TNV, an extremist force

Within two years, this militant group broke away from TUJS and evolved into TNV, an extremist force, with help from Mizo rebels.

On June 1980, an attack by tribals saw the massacre of 255 plainsmen at Mandai, 30 kms to the north of Agartala. One front page newspaper headline of that time screamed ‘Well-planned human slaughter’, focusing a transient spotlight on this remote part of India.

Since that landmark event, the militant leader’s arrest, and release, splitting-up of TNV, surrender by former colleagues who formed the rival All Tripura People’s Liberation Organisation, and a revival of TNV became part of Tripura terror folk-lore.
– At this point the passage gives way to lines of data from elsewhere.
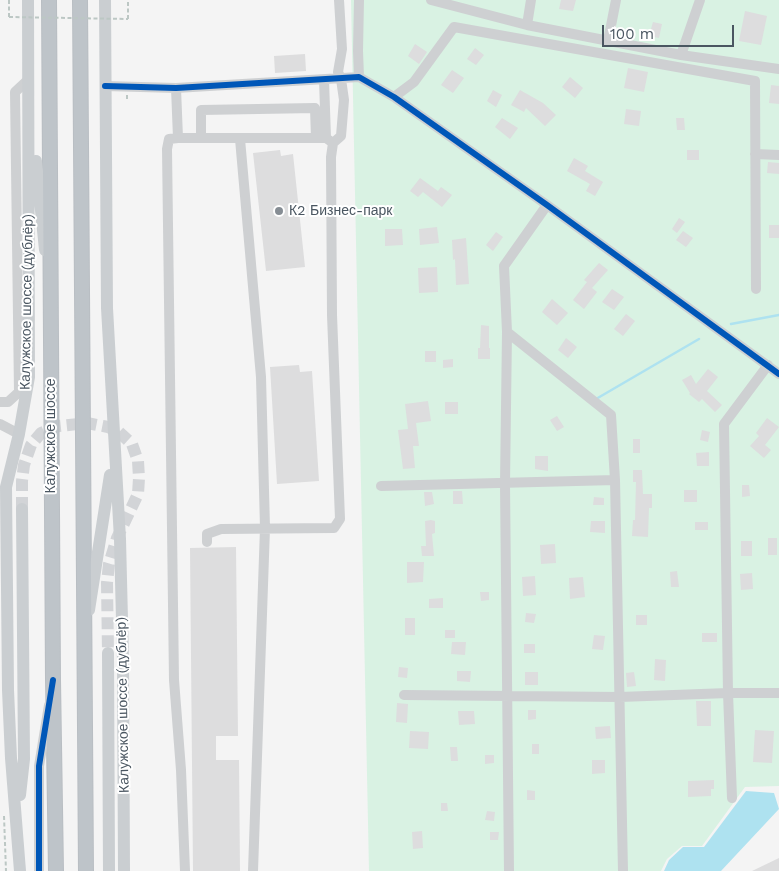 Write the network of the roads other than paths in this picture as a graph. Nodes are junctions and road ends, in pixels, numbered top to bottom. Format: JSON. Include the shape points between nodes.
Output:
{"nodes":[{"id":1,"x":28,"y":0,"type":"edge"},
{"id":2,"x":49,"y":0,"type":"edge"},
{"id":3,"x":80,"y":0,"type":"edge"},
{"id":4,"x":339,"y":0,"type":"edge"},
{"id":5,"x":359,"y":0,"type":"edge"},
{"id":6,"x":431,"y":0,"type":"edge"},
{"id":7,"x":531,"y":0,"type":"edge"},
{"id":8,"x":616,"y":0,"type":"edge"},
{"id":9,"x":700,"y":0,"type":"edge"},
{"id":10,"x":105,"y":1,"type":"edge"},
{"id":11,"x":527,"y":26,"type":"junction"},
{"id":12,"x":608,"y":41,"type":"junction"},
{"id":13,"x":681,"y":55,"type":"junction"},
{"id":14,"x":779,"y":69,"type":"edge"},
{"id":15,"x":359,"y":77,"type":"junction"},
{"id":16,"x":29,"y":79,"type":"junction"},
{"id":17,"x":341,"y":79,"type":"junction"},
{"id":18,"x":324,"y":80,"type":"junction"},
{"id":19,"x":106,"y":86,"type":"junction"},
{"id":20,"x":176,"y":88,"type":"junction"},
{"id":21,"x":29,"y":96,"type":"junction"},
{"id":22,"x":394,"y":97,"type":"junction"},
{"id":23,"x":178,"y":138,"type":"junction"},
{"id":24,"x":201,"y":138,"type":"junction"},
{"id":25,"x":240,"y":139,"type":"junction"},
{"id":26,"x":325,"y":140,"type":"junction"},
{"id":27,"x":754,"y":154,"type":"junction"},
{"id":28,"x":779,"y":155,"type":"edge"},
{"id":29,"x":548,"y":205,"type":"junction"},
{"id":30,"x":756,"y":289,"type":"dead end"},
{"id":31,"x":50,"y":298,"type":"junction"},
{"id":32,"x":507,"y":332,"type":"junction"},
{"id":33,"x":768,"y":364,"type":"junction"},
{"id":34,"x":779,"y":374,"type":"edge"},
{"id":35,"x":0,"y":402,"type":"edge"},
{"id":36,"x":0,"y":424,"type":"edge"},
{"id":37,"x":19,"y":434,"type":"junction"},
{"id":38,"x":114,"y":442,"type":"junction"},
{"id":39,"x":615,"y":480,"type":"junction"},
{"id":40,"x":504,"y":484,"type":"junction"},
{"id":41,"x":381,"y":486,"type":"dead end"},
{"id":42,"x":22,"y":509,"type":"tunnel mouth"},
{"id":43,"x":265,"y":528,"type":"junction"},
{"id":44,"x":207,"y":542,"type":"dead end"},
{"id":45,"x":84,"y":646,"type":"junction"},
{"id":46,"x":108,"y":653,"type":"tunnel mouth"},
{"id":47,"x":53,"y":680,"type":"junction"},
{"id":48,"x":4,"y":690,"type":"edge"},
{"id":49,"x":728,"y":693,"type":"junction"},
{"id":50,"x":779,"y":693,"type":"edge"},
{"id":51,"x":404,"y":695,"type":"dead end"},
{"id":52,"x":508,"y":696,"type":"junction"},
{"id":53,"x":620,"y":697,"type":"junction"},
{"id":54,"x":732,"y":798,"type":"dead end"},
{"id":55,"x":16,"y":825,"type":"junction"},
{"id":56,"x":20,"y":871,"type":"edge"},
{"id":57,"x":39,"y":871,"type":"edge"},
{"id":58,"x":56,"y":871,"type":"edge"},
{"id":59,"x":86,"y":871,"type":"edge"},
{"id":60,"x":109,"y":871,"type":"edge"},
{"id":61,"x":124,"y":871,"type":"edge"},
{"id":62,"x":185,"y":871,"type":"edge"},
{"id":63,"x":253,"y":871,"type":"edge"},
{"id":64,"x":509,"y":871,"type":"edge"},
{"id":65,"x":622,"y":871,"type":"edge"}],
"edges":[{"from":1,"to":16,"type":"main road","name":"Калужское шоссе (дублёр)"},
{"from":2,"to":31,"type":"highway","name":"Калужское шоссе"},
{"from":3,"to":45,"type":"highway"},
{"from":4,"to":17,"type":"street","via":[[342,49],[338,72]]},
{"from":5,"to":15,"type":"street"},
{"from":6,"to":11,"type":"street"},
{"from":7,"to":11,"type":"street"},
{"from":8,"to":12,"type":"street"},
{"from":9,"to":13,"type":"street"},
{"from":10,"to":19,"type":"main road","name":"Калужское шоссе (дублёр)"},
{"from":11,"to":12,"type":"street"},
{"from":12,"to":13,"type":"street"},
{"from":13,"to":14,"type":"street"},
{"from":15,"to":17,"type":"street"},
{"from":15,"to":22,"type":"street"},
{"from":16,"to":21,"type":"main road","name":"Калужское шоссе (дублёр)"},
{"from":16,"to":35,"type":"street","via":[[15,92],[19,392],[8,402]]},
{"from":17,"to":18,"type":"street"},
{"from":17,"to":26,"type":"street","via":[[344,100],[341,136]]},
{"from":18,"to":20,"type":"street"},
{"from":18,"to":26,"type":"street"},
{"from":19,"to":20,"type":"street"},
{"from":19,"to":38,"type":"main road","name":"Калужское шоссе (дублёр)","via":[[107,308]]},
{"from":20,"to":23,"type":"street"},
{"from":21,"to":31,"type":"main road"},
{"from":21,"to":37,"type":"main road","name":"Калужское шоссе (дублёр)","via":[[29,377]]},
{"from":22,"to":27,"type":"street","via":[[414,82],[454,27],[755,81]]},
{"from":22,"to":29,"type":"street"},
{"from":23,"to":24,"type":"street"},
{"from":23,"to":62,"type":"street","via":[[169,139],[167,149],[174,680]]},
{"from":24,"to":25,"type":"street"},
{"from":24,"to":26,"type":"street","via":[[201,110],[315,108]]},
{"from":25,"to":26,"type":"street"},
{"from":25,"to":43,"type":"street","via":[[261,377]]},
{"from":26,"to":43,"type":"street","via":[[331,157],[332,315],[340,518],[334,528]]},
{"from":27,"to":28,"type":"street"},
{"from":27,"to":30,"type":"street"},
{"from":29,"to":32,"type":"street","via":[[504,266]]},
{"from":29,"to":33,"type":"street"},
{"from":31,"to":47,"type":"highway","name":"Калужское шоссе"},
{"from":32,"to":39,"type":"street","via":[[611,415]]},
{"from":32,"to":40,"type":"street"},
{"from":33,"to":34,"type":"street"},
{"from":33,"to":49,"type":"street","via":[[724,424]]},
{"from":36,"to":37,"type":"street"},
{"from":37,"to":48,"type":"main road","name":"Калужское шоссе (дублёр)","via":[[6,487]]},
{"from":38,"to":45,"type":"main road"},
{"from":38,"to":61,"type":"main road","name":"Калужское шоссе (дублёр)","via":[[120,539]]},
{"from":39,"to":40,"type":"street"},
{"from":39,"to":53,"type":"street"},
{"from":40,"to":41,"type":"street"},
{"from":40,"to":52,"type":"street"},
{"from":42,"to":55,"type":"main road","via":[[24,759]]},
{"from":43,"to":44,"type":"street","via":[[221,529],[207,534]]},
{"from":43,"to":63,"type":"street"},
{"from":45,"to":59,"type":"highway"},
{"from":46,"to":60,"type":"main road"},
{"from":47,"to":57,"type":"street","via":[[39,766]]},
{"from":47,"to":58,"type":"highway","name":"Калужское шоссе"},
{"from":48,"to":55,"type":"main road","name":"Калужское шоссе (дублёр)"},
{"from":49,"to":50,"type":"street"},
{"from":49,"to":53,"type":"street"},
{"from":49,"to":54,"type":"street"},
{"from":51,"to":52,"type":"street"},
{"from":52,"to":53,"type":"street"},
{"from":52,"to":64,"type":"street"},
{"from":53,"to":65,"type":"street"},
{"from":55,"to":56,"type":"main road","name":"Калужское шоссе (дублёр)"}]}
A Tripura Police report on ‘Emergence of militancy and its phases’ said TNV “attacks were directed at killing non-tribals and security personnel, and looting arms and ammunition”.

Hrangkhawl, now a milder version of the fire-brand rebel who parlayed with India’s prime minister said, “we are demanding that the TTADC areas be upgraded to a state like Meghalaya”.
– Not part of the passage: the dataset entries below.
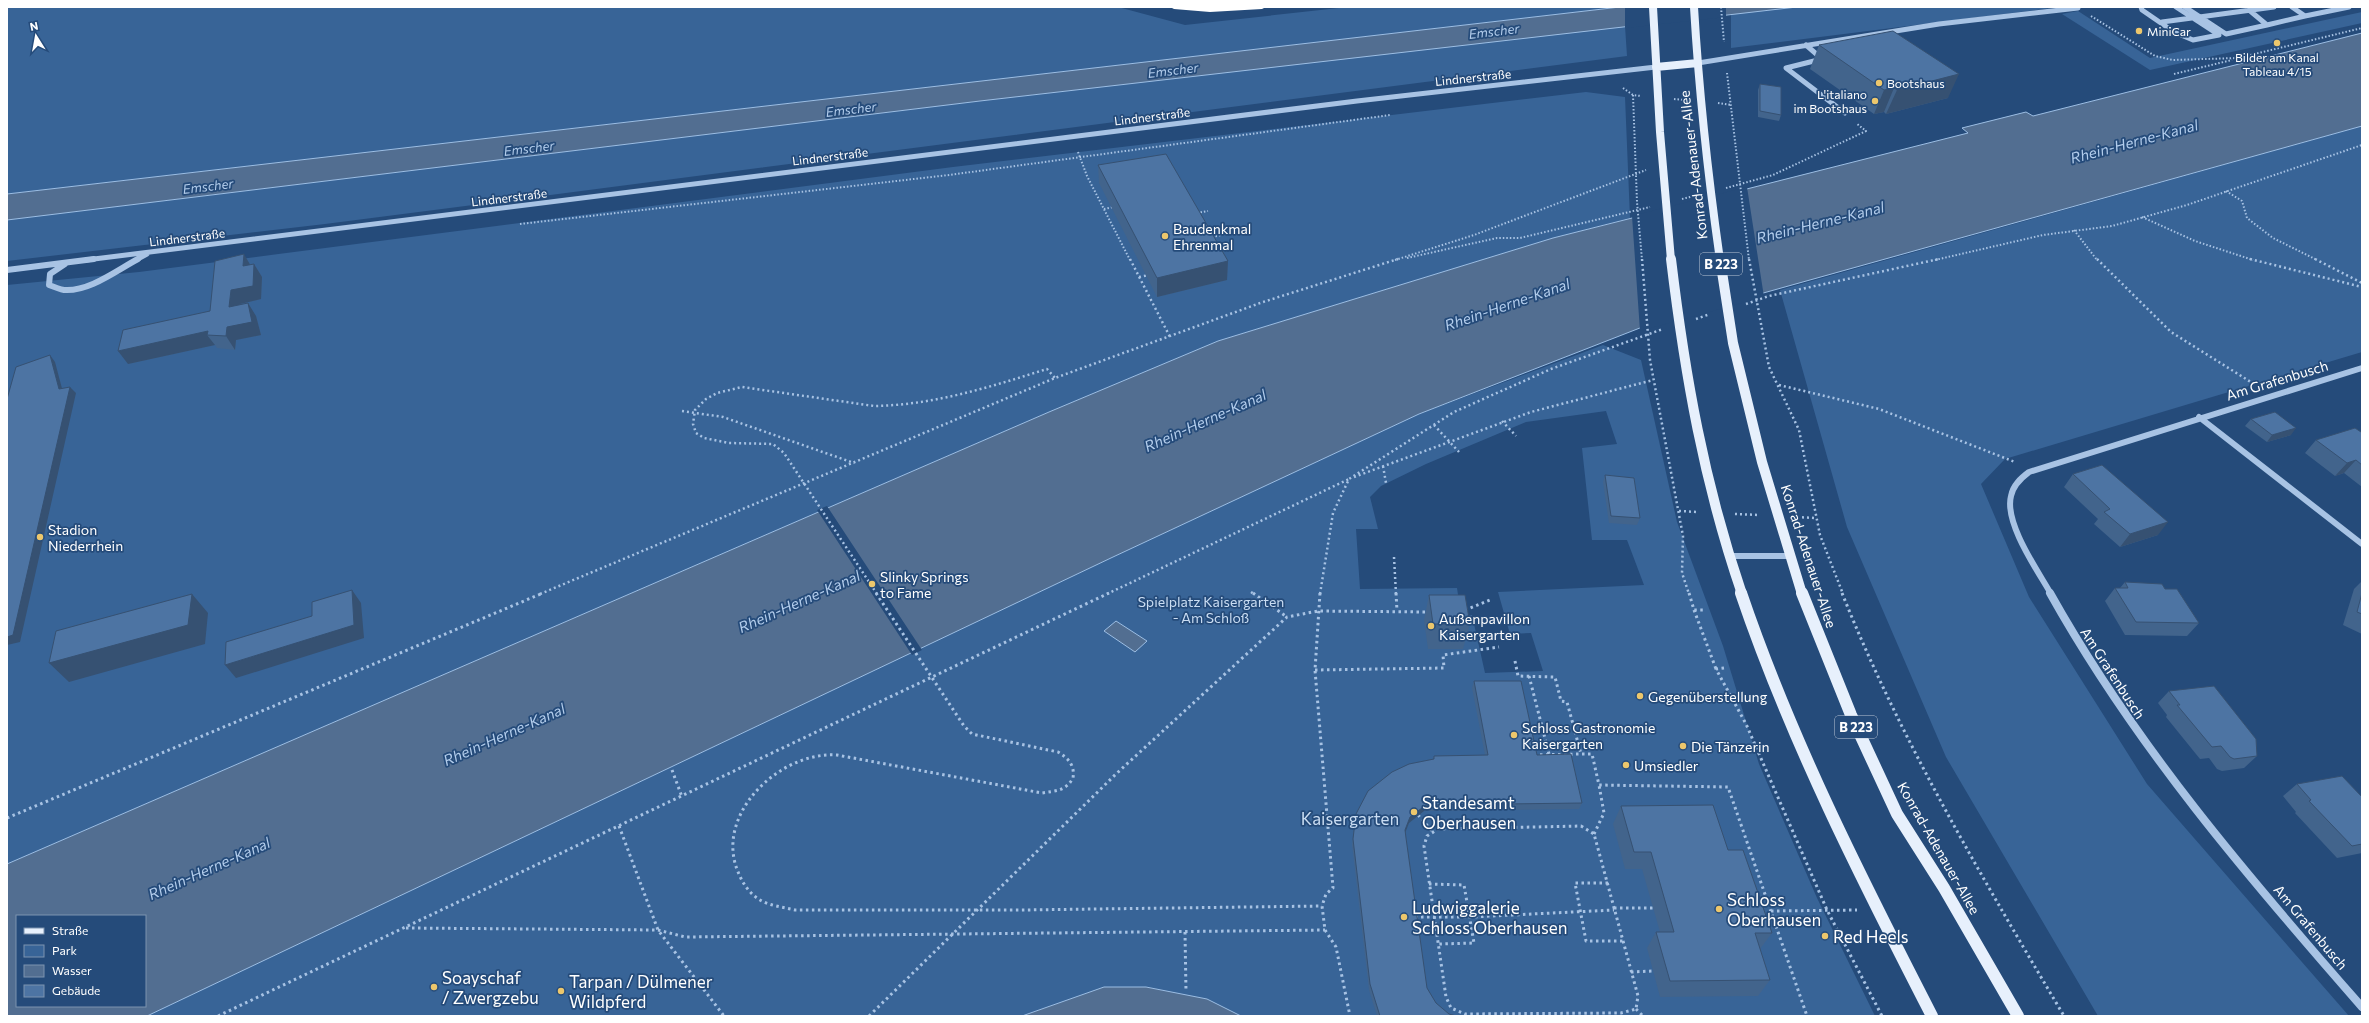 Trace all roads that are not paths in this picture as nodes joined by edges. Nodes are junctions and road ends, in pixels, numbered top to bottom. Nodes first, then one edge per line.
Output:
1 (1174, 7) edge
2 (1262, 7) edge
3 (1653, 7) edge
4 (1694, 7) edge
5 (2141, 7) edge
6 (2176, 7) edge
7 (2185, 7) edge
8 (2274, 7) edge
9 (2292, 7) edge
10 (2349, 7) edge
11 (2078, 8) edge
12 (2249, 10) junction
13 (2305, 16) junction
14 (2201, 17) junction
15 (2192, 18) junction
16 (2162, 22) junction
17 (2267, 25) junction
18 (2226, 34) junction
19 (2219, 35) junction
20 (1806, 45) junction
21 (1698, 63) junction
22 (1656, 67) junction
23 (1845, 113) road end
24 (150, 252) junction
25 (66, 262) junction
26 (7, 270) edge
27 (2362, 368) edge
28 (2199, 417) junction
29 (2362, 544) edge
30 (1729, 556) junction
31 (1789, 556) junction
32 (2362, 1007) edge
33 (1932, 1016) edge
34 (2018, 1016) edge

1 - 2 highway
3 - 22 main road, Konrad-Adenauer-Allee
4 - 21 main road, Konrad-Adenauer-Allee / B 223
5 - 16 street
6 - 15 street
7 - 14 street
8 - 12 street
9 - 13 street
10 - 13 street
11 - 20 street
12 - 14 street
12 - 17 street
13 - 17 street
14 - 15 street
14 - 18 street
15 - 16 street
15 - 19 street
16 - 19 street
17 - 18 street
18 - 19 street
20 - 21 street
20 - 23 street
21 - 22 main road
21 - 31 main road, Konrad-Adenauer-Allee / B 223
22 - 24 street, Lindnerstraße
22 - 30 main road, Konrad-Adenauer-Allee
24 - 25 street, Lindnerstraße
24 - 25 street
25 - 26 street, Lindnerstraße
27 - 28 street, Am Grafenbusch
28 - 29 street
28 - 32 street, Am Grafenbusch
30 - 31 street
30 - 33 main road, Konrad-Adenauer-Allee
31 - 34 main road, Konrad-Adenauer-Allee / B 223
Allaying fears that the large numbers of non-tribals, who would also become residents of the new state being sought, could face problems, he said, “We can accommodate tribals, non-tribals, Bengalis, everyone… we have even put up 13 non-tribal candidates from Tipra Motha.” Bengalis constitute the majority in Tripura and many of them live in large numbers in the tribal autonomous district, whose map was changed by the 1988 accord to include areas with mixed population.
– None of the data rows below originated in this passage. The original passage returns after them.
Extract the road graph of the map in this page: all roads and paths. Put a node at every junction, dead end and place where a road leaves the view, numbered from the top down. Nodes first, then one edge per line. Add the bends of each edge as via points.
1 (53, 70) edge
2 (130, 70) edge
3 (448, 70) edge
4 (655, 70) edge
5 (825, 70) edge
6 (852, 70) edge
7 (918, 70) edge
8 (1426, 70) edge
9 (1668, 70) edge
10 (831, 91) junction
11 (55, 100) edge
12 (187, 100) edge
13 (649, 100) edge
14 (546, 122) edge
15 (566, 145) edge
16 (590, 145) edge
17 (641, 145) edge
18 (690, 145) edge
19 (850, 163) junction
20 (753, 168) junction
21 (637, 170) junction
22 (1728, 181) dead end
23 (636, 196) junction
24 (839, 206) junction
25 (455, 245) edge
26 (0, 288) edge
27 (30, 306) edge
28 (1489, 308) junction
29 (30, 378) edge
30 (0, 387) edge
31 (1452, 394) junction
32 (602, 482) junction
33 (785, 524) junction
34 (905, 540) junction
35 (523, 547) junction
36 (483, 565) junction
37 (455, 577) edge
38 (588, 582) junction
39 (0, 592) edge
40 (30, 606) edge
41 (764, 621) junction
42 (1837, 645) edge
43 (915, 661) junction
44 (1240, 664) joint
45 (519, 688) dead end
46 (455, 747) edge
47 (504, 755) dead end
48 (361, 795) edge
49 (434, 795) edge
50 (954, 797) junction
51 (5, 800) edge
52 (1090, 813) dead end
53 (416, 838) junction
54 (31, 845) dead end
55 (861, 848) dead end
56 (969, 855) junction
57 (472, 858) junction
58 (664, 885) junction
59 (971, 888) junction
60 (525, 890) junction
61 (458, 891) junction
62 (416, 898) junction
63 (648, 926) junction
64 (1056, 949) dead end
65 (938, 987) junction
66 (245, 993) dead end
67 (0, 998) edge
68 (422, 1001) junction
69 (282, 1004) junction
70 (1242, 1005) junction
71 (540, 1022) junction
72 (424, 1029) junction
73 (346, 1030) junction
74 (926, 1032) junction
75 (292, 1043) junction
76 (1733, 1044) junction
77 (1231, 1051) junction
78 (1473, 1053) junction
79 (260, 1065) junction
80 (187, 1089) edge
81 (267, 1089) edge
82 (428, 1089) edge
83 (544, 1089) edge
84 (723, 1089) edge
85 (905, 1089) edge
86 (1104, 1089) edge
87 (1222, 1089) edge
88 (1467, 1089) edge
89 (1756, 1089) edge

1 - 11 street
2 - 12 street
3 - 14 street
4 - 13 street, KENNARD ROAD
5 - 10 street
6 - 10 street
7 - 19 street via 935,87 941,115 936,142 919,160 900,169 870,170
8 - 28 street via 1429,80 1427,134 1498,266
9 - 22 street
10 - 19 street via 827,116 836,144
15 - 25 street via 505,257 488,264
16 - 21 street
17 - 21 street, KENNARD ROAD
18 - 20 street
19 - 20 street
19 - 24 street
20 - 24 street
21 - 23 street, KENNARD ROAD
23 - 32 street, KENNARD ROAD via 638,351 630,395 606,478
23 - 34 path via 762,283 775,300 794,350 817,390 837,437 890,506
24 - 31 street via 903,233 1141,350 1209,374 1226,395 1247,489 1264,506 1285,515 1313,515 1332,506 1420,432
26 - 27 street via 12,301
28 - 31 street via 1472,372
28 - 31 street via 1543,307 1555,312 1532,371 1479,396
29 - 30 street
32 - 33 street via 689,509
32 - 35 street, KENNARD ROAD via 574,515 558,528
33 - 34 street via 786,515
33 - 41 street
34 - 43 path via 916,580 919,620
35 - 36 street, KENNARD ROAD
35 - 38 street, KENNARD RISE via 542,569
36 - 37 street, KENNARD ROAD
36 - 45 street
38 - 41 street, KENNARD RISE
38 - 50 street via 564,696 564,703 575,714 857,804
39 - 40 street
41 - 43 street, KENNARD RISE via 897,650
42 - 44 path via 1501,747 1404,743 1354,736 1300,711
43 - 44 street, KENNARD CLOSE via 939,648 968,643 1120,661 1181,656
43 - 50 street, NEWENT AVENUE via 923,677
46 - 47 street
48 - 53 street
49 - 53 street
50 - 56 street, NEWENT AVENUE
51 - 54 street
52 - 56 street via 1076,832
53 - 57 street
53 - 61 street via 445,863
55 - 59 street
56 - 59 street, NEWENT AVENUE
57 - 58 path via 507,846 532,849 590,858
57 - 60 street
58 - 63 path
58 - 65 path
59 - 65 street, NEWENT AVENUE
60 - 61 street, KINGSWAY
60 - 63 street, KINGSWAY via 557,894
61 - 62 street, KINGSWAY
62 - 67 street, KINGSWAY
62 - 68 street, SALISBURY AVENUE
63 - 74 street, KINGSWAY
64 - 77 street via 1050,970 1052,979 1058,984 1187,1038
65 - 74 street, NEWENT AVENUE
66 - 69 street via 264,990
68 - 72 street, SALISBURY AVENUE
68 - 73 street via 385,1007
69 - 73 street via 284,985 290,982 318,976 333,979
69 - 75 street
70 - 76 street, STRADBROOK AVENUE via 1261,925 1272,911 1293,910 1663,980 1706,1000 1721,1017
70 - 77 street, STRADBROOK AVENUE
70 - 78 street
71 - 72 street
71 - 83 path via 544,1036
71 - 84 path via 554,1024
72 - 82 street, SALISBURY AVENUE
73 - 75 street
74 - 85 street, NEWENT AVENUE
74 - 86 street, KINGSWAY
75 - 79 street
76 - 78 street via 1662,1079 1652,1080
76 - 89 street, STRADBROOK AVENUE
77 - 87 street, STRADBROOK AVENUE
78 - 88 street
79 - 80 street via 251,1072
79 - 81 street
While some of the Bengalis who were dubbed ‘outsiders’ or ‘foreigners’ by tribal parties such as Tripura Rajya Adivasi Sangha (1953) and TUJS, have lived here for centuries, many others came from Comilla in Bangladesh, where the Maharaja of Tripura also owned vast estates, as well as from Sylhet and Chittagong as refugees during the partition of the country in 1947.

Explaining why his party wanted a separate state, HrangKhawl said, “On the basis of population, tribals account for nearly a third of it, so why don’t they (authorities) give us one third of the budget? Tripura’s budget is for ₹27,000 crore, yet they wanted to give ₹5,000 crore and actually ended up giving us just ₹1,000 crore.”

Other parties including the BJP, Congress and the CPI(M) are willing to concede more executive, financial and legislative powers, possibly through an amendment to the Constitution – called the 125th amendment – but Hrangkhawl, the old campaigner, is not satisfied.

“More powers is part of the process… but finally we have to have a separate state with a legislature,” said the former rebel.